Read mapping

Map

Map single or paired-end short reads to one or multiple genomes in the pangenome. One SAM or BAM file is generated for each genome included in the analysis.

Required arguments

--database_path/-dp Path to the pangenome database.
-1 The first short-read archive in FASTQ format, which can be gz/bz2 compressed.

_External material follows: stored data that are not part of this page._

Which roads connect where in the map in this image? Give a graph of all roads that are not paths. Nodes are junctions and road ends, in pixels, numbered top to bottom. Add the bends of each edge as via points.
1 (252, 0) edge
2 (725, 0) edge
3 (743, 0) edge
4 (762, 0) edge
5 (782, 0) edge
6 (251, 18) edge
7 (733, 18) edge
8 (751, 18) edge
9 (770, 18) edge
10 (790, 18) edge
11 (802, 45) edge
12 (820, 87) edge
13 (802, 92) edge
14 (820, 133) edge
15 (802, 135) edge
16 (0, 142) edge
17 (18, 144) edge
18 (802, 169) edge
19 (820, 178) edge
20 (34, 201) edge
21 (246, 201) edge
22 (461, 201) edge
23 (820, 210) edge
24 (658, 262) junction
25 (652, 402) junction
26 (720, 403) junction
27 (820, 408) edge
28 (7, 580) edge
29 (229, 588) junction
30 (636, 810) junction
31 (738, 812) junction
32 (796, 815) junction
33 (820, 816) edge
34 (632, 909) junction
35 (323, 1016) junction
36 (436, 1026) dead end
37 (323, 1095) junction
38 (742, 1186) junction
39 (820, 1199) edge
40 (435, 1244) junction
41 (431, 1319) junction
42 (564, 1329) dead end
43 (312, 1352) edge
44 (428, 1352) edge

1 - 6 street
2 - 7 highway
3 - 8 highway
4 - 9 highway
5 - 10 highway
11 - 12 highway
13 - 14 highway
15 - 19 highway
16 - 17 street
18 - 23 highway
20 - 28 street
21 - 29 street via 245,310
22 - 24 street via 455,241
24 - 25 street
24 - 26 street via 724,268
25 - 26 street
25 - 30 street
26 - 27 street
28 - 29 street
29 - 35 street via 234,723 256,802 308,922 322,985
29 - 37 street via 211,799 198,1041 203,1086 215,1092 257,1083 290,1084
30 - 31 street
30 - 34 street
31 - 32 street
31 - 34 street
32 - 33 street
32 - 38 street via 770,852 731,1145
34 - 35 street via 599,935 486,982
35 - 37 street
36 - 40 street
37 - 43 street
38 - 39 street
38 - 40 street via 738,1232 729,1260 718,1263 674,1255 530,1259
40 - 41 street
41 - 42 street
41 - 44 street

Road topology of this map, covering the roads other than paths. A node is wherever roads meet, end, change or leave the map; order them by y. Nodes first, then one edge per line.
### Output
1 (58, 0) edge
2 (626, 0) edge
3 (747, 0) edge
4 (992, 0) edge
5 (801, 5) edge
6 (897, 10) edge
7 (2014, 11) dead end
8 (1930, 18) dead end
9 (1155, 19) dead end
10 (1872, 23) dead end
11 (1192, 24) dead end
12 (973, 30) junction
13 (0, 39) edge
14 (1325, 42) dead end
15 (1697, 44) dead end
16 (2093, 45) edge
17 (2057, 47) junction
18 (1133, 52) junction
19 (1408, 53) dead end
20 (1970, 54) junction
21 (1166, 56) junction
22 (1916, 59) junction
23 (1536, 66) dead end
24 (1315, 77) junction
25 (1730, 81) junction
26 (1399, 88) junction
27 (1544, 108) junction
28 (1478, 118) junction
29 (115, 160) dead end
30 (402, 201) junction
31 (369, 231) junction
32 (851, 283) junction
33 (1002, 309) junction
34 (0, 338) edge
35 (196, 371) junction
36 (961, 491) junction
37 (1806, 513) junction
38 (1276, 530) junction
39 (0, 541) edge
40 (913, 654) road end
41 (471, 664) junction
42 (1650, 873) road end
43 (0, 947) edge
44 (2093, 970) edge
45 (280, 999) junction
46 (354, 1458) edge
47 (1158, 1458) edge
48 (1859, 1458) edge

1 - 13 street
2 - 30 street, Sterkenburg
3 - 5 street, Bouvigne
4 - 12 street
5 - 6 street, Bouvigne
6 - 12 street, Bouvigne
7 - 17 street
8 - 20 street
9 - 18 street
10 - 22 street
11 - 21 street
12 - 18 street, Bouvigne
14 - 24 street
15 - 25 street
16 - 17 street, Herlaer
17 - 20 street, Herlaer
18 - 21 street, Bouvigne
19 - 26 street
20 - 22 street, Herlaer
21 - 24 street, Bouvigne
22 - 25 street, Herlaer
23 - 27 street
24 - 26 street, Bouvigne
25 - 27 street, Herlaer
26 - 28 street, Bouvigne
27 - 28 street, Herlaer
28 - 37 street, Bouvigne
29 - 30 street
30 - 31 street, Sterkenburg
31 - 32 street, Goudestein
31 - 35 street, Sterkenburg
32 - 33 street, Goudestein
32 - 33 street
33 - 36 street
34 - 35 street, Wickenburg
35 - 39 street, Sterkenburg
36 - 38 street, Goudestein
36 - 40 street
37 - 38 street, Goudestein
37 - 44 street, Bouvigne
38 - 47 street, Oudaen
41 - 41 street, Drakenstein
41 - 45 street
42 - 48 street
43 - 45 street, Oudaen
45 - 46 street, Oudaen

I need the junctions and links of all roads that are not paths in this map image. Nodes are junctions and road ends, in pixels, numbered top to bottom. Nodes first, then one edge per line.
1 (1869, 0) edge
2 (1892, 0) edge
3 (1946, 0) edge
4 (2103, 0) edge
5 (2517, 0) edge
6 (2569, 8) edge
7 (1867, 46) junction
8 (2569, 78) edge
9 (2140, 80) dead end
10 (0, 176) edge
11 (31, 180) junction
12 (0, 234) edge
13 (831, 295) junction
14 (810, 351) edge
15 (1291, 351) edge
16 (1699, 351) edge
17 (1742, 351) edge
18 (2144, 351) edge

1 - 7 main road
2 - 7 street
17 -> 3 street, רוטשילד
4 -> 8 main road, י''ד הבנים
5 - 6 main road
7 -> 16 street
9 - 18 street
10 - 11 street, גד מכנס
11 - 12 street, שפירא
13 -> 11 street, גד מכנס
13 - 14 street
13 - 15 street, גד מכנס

This file can be precessed interleaved by -il option.
--genome-numbers/-gn A text file containing genome numbers to map reads against in each line.

Optional arguments

-2 The second short-read archive in FASTQ format, which can be gz/bz2 compressed.
--out-format/-of SAM BAM none Writes the alignment files in BAM or SAM format or don’t write any output files.
--output-path/-op (default value: Database path determined by -dp) : Path to the output files.
--threads/-tn (default value: 1) : The number of parallel working threads.
--interleaved/-il Process the fastq file as an interleaved paired-end archive.
--raw-abundance-file/-raf The mapping_summary.txt file from a previous mapping run (random-best competitive mode) for a better estimation of coverage in a metagenomic setting.
--alignment-mode or -am The alignment mode:
-1 : Competitive, none-bests
-2 : Competitive, random-best
-3 : Competitive, all-bests
1 : Normal, none-bests
2 : Normal, random-best (default)
3 : Normal, all-bests
0 : Normal, all-hits

Optional arguments that influence the mapping sensitivity

--very-fast/--fast/--sensitive/--very-sensitive Four settings that automatically set the parameters controlling the sensitivity, ranging from least to most sensitive.
--min-mapping-identity*/-mmi (default value: 0.5, valid range: [0..1)) : The minimum acceptable identity of the alignment.
--num-kmer-samples/-nks (default value: 15, valid range: [1..r-k+1]) : The number of kmers sampled from read.
--min-hit-length/-mhl (default value: 13, valid range: [10..100]) : The minimum acceptable length of alignment after soft-clipping.
--max-alignment-length/-mal (default value: 1000, valid range: [50..5000]) : The maximum acceptable length of alignment.
--max-fragment-length/-mfl (default value: 2000, valid range: [50..5000]) : The maximum acceptable length of fragment.
--max-num-locations/-mnl (default value: 15, valid range: [1..100]) : The maximum number of location of candidate hits to examine.
--alignment-band/-ab (default value: 5, valid range: [1..100]) : The length of bound of banded alignment.
--clipping-stringency/-ci (default value: 1) : The stringency of soft-clipping.
0 : no soft clipping
1 : low
2 : medium
3 : high

Example input files

FASTQ file

@SRR13153715.1 1/1
TGGTCATACAGCAAAGCATAATTGTCACCATTACTATGGCAATCAAGCCAGCTATAAAACCTAGCCAAATGTACCATGGCCATTTTATATACTGCTCATACTTTCCAAGTTCTTGGAGATCGAT
+
EEEEEEEEEEEEEEEAEEEE/EEEEE/AEEEEEEEEEEEEEE/EE/EEE/<EEEEEEE/EEEEEEEEEEEEEAEEEEEAEEEEEAEEAEEEEEEA<AAAEEAEEA<EE/EEEEAEAEA/EEAA/

Genome numbers file

1
2
5

Example commands

$ pantools map -dp arabidopsis_DB -1 ERR031564_1.fastq --reference 1-5
$ pantools map -dp arabidopsis_DB -1 ERR031564_1.fastq -gn genome_numbers.txt
$ pantools map -dp arabidopsis_DB -1 interleaved_reads.fastq --interleaved -gn genome_numbers.txt
$ pantools map -dp arabidopsis_DB -1 ERR031564_1.fastq -2 ERR031564_2.fastq -gn genome_numbers.txt

Output files

  • mapping_summary.txt, number of mapped and unmapped reads per genome

  • One SAM or BAM file is generated for each genome included in the analysis.